Problem to solve
Look through the records, and whenever a line includes the word "major", copy it.

Data for the task

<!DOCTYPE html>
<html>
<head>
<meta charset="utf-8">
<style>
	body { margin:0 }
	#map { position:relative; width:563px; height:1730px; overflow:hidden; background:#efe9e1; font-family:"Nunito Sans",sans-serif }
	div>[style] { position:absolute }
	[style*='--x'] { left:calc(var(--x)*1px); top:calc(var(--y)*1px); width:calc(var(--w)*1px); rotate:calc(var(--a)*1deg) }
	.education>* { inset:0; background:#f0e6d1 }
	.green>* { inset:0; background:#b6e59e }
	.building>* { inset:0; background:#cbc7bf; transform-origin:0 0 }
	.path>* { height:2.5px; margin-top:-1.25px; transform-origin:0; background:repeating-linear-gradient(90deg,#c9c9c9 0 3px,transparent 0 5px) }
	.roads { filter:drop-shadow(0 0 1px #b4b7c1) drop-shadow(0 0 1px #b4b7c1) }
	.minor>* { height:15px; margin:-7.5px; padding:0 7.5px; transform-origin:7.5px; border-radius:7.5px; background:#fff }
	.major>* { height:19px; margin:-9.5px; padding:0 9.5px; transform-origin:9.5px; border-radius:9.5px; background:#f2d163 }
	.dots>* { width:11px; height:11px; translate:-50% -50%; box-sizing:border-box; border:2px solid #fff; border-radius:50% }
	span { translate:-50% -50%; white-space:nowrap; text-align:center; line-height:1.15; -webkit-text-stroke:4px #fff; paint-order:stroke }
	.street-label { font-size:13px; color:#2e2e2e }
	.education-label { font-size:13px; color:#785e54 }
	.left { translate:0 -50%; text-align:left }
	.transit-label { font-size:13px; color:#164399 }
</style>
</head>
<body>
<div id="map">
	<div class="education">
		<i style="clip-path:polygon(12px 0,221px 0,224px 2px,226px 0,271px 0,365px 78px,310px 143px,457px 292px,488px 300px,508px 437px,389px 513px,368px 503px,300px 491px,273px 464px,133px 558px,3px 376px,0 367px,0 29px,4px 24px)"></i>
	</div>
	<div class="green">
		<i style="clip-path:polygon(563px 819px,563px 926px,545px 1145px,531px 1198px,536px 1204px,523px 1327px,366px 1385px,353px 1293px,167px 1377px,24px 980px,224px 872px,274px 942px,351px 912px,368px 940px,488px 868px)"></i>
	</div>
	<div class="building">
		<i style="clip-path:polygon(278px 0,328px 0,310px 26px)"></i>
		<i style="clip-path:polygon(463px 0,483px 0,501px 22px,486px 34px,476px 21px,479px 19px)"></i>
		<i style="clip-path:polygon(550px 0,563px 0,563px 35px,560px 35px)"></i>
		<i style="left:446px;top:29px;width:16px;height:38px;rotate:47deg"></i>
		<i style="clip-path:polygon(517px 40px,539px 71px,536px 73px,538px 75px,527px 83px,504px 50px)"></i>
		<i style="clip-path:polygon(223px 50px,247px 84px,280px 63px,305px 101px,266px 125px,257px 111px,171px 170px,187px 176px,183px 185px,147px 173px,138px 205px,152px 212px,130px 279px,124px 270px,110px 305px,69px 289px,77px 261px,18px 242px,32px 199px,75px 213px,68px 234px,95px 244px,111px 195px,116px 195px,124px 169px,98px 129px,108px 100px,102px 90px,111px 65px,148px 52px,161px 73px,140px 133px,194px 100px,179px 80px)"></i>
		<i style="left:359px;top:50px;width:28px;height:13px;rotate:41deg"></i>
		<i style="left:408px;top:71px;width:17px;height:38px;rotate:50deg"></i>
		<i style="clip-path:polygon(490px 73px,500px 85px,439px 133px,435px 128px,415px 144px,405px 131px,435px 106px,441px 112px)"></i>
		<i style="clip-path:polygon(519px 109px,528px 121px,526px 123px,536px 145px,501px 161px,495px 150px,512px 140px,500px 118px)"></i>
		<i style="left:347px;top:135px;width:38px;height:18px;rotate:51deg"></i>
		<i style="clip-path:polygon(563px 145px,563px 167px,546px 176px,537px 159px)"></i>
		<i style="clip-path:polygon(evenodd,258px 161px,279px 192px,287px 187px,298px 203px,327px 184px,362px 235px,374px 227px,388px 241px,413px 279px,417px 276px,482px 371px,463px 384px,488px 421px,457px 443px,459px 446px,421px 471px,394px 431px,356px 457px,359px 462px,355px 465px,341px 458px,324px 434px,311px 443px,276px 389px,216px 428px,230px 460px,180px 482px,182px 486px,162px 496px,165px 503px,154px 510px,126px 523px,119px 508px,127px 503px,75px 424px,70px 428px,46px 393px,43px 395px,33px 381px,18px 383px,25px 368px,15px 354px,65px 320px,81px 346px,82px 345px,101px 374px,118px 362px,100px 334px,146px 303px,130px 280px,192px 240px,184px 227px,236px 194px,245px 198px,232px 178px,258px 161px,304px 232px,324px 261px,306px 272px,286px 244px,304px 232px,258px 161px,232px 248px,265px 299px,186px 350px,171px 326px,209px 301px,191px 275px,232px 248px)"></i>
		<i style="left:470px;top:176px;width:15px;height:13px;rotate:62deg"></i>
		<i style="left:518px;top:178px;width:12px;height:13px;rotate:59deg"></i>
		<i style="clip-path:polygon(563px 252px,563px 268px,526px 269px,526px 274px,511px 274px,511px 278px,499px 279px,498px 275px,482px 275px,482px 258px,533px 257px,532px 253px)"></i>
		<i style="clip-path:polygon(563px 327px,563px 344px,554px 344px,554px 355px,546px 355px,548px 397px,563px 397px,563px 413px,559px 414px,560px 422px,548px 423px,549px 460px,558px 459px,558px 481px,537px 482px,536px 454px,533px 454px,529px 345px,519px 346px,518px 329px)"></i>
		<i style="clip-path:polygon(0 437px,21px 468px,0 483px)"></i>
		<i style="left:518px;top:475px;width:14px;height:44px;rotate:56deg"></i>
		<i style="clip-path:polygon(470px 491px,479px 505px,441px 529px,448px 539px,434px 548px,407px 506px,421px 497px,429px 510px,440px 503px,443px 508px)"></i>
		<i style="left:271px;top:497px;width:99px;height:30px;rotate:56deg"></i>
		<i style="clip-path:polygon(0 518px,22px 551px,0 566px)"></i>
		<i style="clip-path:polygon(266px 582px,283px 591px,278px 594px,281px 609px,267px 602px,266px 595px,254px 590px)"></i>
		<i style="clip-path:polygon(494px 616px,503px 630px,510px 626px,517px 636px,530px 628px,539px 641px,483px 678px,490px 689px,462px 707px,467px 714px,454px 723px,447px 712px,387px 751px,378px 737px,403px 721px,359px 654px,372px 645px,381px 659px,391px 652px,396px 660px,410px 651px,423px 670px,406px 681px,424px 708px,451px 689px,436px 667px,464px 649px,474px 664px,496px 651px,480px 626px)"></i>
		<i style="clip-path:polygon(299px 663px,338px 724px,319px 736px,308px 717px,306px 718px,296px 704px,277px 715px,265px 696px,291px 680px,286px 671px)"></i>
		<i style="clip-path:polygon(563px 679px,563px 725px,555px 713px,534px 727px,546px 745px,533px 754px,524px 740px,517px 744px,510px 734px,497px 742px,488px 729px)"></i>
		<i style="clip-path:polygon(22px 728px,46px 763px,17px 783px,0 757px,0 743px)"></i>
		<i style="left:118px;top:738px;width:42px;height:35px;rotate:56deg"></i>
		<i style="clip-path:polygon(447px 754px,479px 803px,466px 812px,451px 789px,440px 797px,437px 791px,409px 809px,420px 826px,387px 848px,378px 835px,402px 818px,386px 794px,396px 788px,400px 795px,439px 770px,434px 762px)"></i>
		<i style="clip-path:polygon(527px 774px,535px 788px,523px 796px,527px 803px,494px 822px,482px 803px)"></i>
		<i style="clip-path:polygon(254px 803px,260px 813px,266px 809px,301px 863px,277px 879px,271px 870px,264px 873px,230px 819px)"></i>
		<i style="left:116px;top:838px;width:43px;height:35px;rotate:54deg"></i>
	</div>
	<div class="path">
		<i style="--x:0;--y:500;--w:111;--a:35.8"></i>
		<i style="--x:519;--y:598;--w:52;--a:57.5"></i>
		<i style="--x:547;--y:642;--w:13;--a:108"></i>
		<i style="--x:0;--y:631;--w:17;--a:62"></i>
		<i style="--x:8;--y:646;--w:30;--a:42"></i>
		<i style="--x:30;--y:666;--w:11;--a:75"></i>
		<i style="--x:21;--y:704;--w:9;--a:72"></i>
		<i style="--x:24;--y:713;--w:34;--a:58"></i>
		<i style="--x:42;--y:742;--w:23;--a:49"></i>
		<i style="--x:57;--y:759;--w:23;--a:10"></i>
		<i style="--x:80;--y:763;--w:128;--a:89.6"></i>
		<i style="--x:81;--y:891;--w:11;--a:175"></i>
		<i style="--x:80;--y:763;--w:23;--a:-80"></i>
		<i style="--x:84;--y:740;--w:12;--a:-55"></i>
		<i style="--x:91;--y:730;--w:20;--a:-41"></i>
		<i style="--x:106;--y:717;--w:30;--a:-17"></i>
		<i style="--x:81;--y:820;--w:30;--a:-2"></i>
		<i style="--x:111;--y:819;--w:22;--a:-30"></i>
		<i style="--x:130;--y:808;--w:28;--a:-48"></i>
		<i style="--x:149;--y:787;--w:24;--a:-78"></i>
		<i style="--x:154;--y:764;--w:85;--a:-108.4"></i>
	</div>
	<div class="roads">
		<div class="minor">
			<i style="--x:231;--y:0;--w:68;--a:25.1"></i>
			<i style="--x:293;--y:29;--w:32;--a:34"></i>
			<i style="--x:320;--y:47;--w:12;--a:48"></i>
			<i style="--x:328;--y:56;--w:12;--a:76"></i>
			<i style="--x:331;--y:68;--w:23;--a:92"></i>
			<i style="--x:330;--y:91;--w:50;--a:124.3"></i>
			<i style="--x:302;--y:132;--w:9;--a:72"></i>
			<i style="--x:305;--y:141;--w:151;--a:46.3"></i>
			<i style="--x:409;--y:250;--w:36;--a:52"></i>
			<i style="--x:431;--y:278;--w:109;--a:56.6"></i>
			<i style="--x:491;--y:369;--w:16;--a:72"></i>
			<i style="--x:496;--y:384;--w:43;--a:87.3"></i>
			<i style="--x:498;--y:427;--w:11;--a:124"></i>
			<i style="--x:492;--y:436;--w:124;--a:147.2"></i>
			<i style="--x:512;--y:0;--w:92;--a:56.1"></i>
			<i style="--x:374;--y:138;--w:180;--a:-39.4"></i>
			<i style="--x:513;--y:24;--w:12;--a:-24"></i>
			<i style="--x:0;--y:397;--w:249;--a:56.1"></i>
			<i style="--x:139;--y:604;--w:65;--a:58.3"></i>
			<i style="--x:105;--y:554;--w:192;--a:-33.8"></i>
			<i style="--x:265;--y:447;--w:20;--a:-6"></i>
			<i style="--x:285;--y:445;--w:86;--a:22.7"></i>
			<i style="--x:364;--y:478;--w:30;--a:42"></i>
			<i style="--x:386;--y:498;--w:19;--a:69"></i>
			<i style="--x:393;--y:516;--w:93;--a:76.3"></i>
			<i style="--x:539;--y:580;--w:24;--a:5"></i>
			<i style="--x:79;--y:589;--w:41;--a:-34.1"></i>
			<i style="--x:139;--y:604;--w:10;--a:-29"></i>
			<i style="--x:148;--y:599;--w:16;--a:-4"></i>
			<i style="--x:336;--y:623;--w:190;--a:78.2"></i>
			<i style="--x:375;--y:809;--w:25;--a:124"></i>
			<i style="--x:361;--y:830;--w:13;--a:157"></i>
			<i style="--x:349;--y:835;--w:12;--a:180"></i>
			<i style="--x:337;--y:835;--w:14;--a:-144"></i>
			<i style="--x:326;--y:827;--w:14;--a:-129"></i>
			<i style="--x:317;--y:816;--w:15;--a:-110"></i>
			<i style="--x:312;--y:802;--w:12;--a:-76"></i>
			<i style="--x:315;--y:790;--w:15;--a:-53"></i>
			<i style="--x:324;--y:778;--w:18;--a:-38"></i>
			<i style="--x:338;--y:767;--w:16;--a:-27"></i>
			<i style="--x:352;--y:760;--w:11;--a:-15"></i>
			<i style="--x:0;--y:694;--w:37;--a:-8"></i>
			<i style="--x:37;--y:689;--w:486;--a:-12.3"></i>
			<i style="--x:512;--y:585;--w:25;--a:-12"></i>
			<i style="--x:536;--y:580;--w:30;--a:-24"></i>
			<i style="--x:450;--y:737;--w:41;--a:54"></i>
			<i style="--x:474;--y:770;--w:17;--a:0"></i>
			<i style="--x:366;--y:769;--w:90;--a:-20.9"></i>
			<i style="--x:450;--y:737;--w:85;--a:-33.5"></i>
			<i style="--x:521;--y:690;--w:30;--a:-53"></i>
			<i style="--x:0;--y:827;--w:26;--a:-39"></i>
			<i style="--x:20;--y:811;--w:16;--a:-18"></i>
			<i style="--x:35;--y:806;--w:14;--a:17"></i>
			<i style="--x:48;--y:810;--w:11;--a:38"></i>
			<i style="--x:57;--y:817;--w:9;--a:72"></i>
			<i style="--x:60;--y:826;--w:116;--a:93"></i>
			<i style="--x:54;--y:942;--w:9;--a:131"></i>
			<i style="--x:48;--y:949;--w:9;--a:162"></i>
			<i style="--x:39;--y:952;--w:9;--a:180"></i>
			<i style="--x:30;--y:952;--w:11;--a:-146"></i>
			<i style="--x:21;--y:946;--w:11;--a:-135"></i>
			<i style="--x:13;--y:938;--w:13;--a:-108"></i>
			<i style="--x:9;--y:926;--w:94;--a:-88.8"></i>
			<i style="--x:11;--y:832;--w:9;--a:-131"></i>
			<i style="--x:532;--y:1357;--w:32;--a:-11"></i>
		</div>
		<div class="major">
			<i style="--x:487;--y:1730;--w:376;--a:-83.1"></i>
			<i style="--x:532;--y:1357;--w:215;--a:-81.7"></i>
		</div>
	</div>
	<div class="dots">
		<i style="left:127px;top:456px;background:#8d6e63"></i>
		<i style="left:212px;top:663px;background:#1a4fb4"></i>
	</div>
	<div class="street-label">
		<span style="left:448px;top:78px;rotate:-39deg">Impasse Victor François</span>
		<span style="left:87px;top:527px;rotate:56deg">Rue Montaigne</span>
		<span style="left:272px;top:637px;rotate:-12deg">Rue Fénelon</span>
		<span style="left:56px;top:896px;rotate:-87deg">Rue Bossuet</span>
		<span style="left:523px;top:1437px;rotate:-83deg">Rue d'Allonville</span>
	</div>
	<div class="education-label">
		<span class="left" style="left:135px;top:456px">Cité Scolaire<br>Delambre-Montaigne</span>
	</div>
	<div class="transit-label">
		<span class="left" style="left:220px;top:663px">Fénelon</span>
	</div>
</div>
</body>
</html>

Exercise response
	.major>* { height:19px; margin:-9.5px; padding:0 9.5px; transform-origin:9.5px; border-radius:9.5px; background:#f2d163 }
		<div class="major">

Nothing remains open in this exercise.